The following tip is from the ISA book by Greg McMillan and Hunter Vegas titled 101 Tips for a Successful Automation Career, inspired by the ISA Mentor Program. This is Tip #11, and was written by Hunter.

Every instrument is well suited for some applications and perfectly awful for others. These next few tips discuss the more common types of flowmeters and provide an insight into how they work, when they should be used, and when they should be avoided. I will begin with a brief description of how each meter works, and then discuss the pros and cons.

Greg provides a good discussion of Coriolis meters so that type of meter is not discussed here.

Concept: Vortex flowmeters can be an excellent choice for a large variety of applications. However, certain limitations associated with this type of meter can make it a poor choice in some applications.
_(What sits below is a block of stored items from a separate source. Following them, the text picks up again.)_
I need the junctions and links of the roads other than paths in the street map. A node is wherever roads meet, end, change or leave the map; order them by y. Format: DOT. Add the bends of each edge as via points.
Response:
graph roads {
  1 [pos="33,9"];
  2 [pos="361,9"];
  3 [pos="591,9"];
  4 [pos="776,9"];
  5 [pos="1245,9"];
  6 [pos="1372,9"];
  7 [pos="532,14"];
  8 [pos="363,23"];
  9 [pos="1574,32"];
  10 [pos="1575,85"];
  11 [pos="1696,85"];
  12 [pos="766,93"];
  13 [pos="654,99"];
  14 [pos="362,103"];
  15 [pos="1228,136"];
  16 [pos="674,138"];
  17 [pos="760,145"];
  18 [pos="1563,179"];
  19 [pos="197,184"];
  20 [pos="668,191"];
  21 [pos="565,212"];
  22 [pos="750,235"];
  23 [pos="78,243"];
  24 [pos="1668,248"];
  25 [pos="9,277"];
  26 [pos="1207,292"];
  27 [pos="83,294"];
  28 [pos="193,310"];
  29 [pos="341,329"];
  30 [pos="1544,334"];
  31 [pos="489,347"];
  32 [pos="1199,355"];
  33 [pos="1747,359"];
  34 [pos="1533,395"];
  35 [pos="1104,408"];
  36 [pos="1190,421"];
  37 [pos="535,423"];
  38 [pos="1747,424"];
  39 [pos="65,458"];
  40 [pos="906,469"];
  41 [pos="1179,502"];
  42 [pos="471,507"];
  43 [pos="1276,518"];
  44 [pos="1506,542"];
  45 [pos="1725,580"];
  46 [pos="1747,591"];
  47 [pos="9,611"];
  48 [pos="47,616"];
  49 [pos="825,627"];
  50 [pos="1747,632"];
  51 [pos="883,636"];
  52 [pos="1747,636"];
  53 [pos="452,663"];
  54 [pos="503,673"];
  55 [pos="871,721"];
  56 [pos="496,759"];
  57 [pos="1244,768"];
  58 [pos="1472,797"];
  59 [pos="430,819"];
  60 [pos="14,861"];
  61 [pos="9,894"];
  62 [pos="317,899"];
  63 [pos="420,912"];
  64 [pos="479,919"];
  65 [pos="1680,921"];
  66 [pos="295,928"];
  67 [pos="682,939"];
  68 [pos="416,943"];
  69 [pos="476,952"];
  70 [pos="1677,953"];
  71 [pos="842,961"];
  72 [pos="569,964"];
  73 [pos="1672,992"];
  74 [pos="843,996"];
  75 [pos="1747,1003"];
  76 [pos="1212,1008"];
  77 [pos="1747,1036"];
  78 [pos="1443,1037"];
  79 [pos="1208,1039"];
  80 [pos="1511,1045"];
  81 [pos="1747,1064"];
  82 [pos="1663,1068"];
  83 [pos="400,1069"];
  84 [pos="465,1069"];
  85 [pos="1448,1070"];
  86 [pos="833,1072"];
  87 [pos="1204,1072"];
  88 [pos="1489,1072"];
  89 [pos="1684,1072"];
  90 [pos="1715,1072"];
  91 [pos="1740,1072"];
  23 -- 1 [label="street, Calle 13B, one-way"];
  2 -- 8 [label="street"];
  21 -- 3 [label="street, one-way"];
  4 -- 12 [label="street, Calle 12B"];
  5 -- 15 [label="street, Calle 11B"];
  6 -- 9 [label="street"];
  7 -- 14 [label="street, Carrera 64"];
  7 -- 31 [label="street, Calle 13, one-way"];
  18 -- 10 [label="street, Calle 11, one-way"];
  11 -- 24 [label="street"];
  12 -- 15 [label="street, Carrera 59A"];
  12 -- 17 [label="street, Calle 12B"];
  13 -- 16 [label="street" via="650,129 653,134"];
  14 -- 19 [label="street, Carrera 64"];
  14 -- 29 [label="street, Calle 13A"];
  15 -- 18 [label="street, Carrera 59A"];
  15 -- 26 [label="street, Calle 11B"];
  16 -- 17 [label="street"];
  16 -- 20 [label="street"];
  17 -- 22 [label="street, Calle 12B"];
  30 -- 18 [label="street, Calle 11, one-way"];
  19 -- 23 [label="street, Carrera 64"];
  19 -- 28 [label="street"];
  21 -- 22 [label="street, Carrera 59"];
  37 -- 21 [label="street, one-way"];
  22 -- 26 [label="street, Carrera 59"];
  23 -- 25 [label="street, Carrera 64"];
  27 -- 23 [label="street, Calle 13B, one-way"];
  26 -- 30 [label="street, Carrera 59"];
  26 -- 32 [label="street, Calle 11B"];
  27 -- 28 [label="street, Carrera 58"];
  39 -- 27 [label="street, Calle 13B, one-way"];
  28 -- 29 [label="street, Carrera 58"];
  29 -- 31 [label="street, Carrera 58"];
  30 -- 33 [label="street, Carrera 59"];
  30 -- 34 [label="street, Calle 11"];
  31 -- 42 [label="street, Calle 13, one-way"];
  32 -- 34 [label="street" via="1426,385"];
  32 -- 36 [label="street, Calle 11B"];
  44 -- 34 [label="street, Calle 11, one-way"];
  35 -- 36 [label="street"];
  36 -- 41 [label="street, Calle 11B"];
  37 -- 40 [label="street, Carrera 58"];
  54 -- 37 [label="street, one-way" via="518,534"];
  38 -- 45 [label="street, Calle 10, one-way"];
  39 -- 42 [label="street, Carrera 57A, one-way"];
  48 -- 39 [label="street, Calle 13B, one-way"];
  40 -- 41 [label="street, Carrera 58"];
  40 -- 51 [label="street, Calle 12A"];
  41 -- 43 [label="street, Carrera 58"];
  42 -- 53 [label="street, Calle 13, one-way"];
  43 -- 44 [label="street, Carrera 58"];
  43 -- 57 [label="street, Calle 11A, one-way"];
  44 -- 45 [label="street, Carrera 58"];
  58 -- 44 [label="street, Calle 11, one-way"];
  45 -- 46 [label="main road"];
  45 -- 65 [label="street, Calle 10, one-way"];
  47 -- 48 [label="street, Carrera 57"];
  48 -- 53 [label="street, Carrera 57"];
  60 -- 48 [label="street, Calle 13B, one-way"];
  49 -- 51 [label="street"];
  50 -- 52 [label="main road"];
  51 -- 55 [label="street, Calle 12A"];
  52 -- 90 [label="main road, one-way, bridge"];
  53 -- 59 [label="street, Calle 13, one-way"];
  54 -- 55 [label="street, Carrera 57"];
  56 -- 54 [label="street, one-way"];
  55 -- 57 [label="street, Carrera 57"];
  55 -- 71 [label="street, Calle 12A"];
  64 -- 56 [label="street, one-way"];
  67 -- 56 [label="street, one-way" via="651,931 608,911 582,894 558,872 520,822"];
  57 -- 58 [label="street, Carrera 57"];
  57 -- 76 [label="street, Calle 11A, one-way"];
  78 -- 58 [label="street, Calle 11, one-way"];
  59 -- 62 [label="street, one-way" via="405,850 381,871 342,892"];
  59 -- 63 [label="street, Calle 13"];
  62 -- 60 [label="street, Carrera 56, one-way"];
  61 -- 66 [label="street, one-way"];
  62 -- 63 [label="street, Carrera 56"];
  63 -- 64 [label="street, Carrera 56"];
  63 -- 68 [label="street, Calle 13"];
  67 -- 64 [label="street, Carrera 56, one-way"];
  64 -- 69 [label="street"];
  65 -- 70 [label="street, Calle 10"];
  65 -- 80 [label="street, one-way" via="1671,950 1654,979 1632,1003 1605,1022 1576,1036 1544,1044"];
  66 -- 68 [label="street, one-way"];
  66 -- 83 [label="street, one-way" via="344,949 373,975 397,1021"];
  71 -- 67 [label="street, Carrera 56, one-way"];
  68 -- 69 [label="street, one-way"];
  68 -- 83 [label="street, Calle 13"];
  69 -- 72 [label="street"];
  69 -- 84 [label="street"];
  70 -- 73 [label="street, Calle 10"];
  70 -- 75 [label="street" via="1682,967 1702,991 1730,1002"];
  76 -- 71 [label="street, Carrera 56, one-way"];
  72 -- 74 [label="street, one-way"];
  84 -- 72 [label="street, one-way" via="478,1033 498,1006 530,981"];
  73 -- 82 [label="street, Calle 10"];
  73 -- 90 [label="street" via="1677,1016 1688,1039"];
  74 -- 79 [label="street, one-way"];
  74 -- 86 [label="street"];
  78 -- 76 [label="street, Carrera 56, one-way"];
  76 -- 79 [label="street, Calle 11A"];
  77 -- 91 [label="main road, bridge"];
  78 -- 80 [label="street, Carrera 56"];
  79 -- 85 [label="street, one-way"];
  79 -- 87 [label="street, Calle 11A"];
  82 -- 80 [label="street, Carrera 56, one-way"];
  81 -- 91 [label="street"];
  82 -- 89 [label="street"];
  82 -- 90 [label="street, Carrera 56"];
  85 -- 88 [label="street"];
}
Details: Have you ever watched a flag wave in the wind? It actually waves because the flag pole generates eddies (whirlpools, or vortices) on alternating sides of the pole, which move past the flag. The eddies are relatively high pressure areas that “push” the flag away and because they form on alternating sides of the pole, the flag weaves between them and flutters in the wind. The vortex flowmeter works the same way. It employs some kind of vertical bar or “bluff body” that generates eddies (vortices) on alternate sides as the fluid flows past. Small sensors in (or behind) the bar detect the vortices and count them. The rate of vortex creation is chiefly dependent upon the rate of flow but is also dependent upon the viscosity of the fluid. (If the fluid is too viscous or the flow too low, the meter will not shed any vortices at all.) The flowmeter converts the meter count into a fluid velocity and determines a volumetric flow rate by multiplying the fluid velocity by the cross sectional area of  the meter.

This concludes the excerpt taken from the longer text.